What is expected
Please tally the lines below that contain the string "Digitize" and reply with that figure only.

Data extract
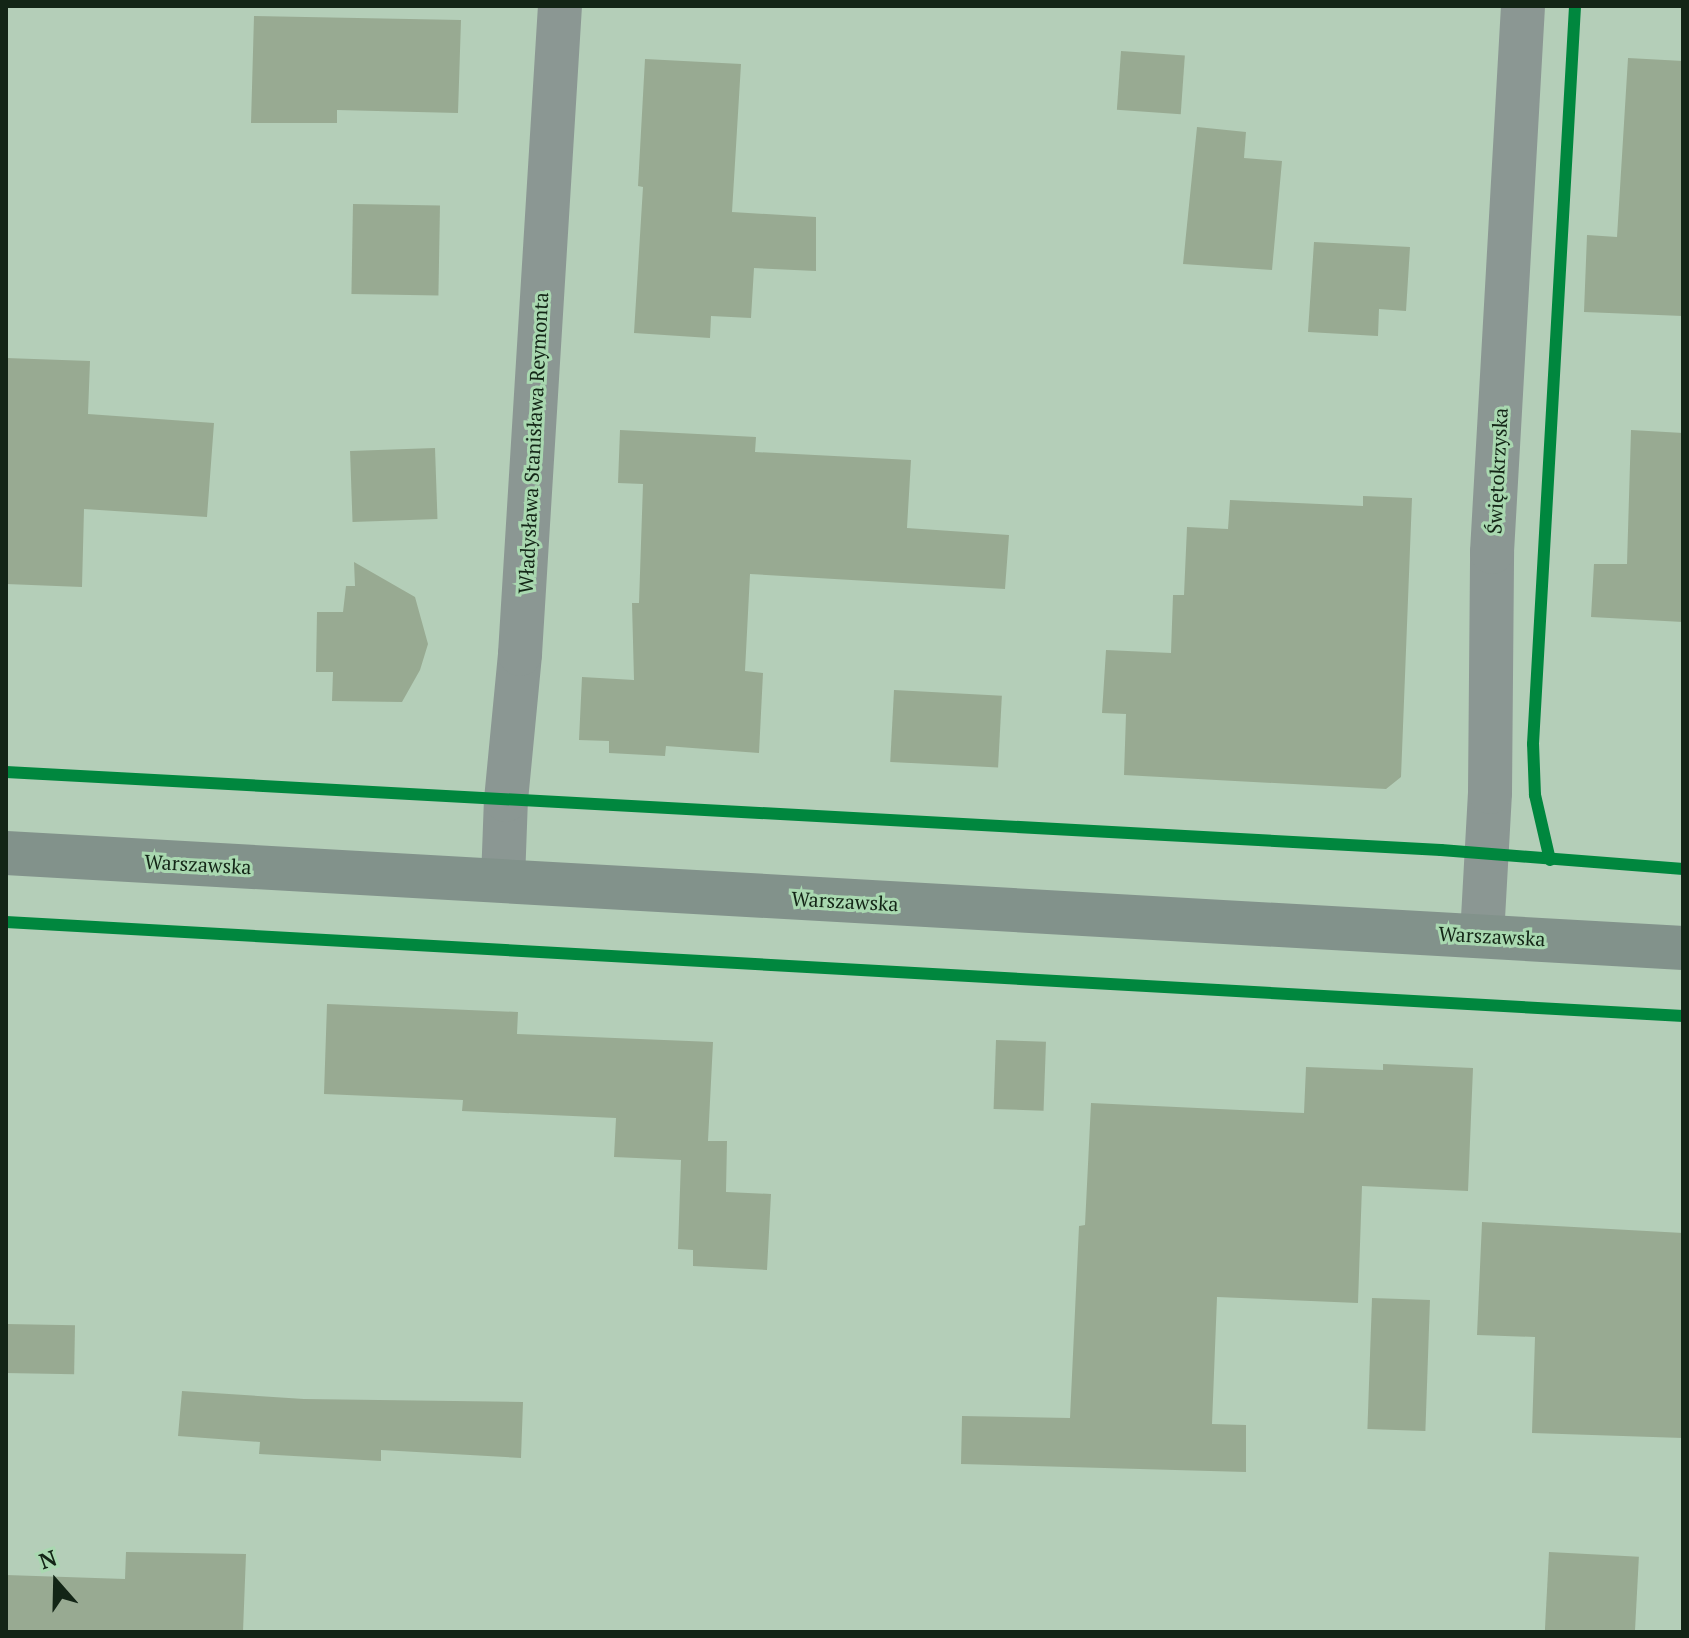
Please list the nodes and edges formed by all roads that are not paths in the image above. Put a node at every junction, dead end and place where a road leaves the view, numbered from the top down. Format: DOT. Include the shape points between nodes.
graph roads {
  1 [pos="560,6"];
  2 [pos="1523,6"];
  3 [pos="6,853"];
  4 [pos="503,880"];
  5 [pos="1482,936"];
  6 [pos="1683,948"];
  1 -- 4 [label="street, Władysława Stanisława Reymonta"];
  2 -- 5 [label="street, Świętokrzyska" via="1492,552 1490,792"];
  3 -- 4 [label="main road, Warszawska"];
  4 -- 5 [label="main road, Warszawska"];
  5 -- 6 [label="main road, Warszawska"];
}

---

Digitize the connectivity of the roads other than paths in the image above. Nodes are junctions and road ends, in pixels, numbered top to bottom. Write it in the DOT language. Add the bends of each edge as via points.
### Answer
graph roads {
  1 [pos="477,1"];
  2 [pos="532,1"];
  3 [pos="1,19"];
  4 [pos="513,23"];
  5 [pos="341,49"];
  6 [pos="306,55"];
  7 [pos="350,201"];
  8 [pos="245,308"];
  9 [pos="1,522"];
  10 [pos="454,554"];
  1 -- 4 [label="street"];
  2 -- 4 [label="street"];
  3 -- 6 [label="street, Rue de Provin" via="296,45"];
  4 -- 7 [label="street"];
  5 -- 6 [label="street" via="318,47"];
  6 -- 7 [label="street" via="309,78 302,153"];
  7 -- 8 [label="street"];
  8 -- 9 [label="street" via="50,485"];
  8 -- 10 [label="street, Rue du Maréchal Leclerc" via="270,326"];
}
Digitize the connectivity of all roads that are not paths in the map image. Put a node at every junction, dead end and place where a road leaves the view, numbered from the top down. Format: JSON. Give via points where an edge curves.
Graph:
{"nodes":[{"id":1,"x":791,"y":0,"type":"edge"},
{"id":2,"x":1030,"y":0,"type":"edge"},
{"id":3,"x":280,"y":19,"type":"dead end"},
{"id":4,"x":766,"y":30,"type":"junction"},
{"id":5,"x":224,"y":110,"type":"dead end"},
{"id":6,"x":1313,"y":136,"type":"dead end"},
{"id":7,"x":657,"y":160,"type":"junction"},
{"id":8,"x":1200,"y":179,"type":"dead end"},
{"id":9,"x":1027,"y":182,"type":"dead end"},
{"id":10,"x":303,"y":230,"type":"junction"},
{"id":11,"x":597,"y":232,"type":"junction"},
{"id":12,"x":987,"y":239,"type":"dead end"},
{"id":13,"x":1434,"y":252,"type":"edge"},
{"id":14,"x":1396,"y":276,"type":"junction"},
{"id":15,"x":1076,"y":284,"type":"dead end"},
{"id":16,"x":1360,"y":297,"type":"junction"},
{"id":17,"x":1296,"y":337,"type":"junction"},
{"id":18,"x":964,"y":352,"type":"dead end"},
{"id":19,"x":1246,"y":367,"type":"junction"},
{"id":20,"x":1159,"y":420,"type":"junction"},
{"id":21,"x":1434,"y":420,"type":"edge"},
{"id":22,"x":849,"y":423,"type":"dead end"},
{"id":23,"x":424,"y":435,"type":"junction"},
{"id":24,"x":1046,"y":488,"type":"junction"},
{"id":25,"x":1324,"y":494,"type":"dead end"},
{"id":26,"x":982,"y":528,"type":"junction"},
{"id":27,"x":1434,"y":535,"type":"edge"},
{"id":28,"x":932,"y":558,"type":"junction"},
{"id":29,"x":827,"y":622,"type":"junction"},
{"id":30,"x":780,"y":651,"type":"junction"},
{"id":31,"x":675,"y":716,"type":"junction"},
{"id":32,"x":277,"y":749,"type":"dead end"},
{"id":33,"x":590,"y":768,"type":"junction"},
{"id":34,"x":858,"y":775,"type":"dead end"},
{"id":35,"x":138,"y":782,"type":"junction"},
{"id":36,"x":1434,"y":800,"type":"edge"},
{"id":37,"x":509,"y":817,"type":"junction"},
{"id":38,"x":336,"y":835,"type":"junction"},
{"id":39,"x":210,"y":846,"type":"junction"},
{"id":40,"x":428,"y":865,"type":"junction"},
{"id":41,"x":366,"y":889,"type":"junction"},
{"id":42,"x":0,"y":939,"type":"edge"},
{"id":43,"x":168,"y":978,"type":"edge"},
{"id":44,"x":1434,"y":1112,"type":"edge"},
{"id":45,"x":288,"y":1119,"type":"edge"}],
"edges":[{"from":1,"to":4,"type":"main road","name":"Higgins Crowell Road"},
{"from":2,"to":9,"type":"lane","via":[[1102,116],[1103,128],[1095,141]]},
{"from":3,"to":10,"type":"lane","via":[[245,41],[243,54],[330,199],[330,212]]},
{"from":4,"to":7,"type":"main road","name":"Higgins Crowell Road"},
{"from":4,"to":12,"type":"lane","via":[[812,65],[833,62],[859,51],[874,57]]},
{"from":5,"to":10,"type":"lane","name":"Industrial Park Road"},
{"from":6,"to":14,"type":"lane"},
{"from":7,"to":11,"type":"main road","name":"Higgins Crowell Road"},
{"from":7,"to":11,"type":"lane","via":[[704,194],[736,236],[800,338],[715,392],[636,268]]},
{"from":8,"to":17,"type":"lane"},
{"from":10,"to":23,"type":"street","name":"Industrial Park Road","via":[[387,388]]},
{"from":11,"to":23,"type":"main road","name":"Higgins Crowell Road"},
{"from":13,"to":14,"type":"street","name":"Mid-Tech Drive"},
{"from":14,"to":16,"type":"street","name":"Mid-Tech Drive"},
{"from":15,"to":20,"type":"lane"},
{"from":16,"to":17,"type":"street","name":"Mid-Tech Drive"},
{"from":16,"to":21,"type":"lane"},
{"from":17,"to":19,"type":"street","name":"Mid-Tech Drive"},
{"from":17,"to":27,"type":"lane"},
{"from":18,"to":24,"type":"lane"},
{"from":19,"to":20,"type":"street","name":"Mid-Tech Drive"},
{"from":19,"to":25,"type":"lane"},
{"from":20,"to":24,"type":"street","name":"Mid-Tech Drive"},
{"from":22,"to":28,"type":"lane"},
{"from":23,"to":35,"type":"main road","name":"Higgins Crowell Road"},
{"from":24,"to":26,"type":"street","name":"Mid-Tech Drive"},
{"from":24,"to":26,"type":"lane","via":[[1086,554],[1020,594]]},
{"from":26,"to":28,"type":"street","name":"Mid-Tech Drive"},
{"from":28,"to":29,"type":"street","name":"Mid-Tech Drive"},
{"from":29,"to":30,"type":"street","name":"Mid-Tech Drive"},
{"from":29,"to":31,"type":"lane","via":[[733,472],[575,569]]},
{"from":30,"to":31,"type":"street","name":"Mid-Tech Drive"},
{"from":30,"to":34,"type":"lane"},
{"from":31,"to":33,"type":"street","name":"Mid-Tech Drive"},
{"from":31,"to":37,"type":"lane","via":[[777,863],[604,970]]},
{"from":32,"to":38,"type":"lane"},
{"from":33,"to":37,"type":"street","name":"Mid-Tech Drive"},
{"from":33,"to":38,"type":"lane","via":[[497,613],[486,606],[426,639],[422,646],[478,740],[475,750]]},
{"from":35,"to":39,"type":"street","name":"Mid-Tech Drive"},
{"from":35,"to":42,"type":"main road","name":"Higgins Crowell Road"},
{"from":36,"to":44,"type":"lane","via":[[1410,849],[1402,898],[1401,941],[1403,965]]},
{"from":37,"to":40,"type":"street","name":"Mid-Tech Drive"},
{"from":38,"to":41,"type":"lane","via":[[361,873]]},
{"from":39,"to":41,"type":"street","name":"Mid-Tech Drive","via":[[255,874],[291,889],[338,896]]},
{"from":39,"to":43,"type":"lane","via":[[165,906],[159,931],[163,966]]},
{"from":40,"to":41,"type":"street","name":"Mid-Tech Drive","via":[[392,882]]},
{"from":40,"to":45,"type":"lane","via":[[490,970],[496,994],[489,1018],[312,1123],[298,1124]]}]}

Exercise response
2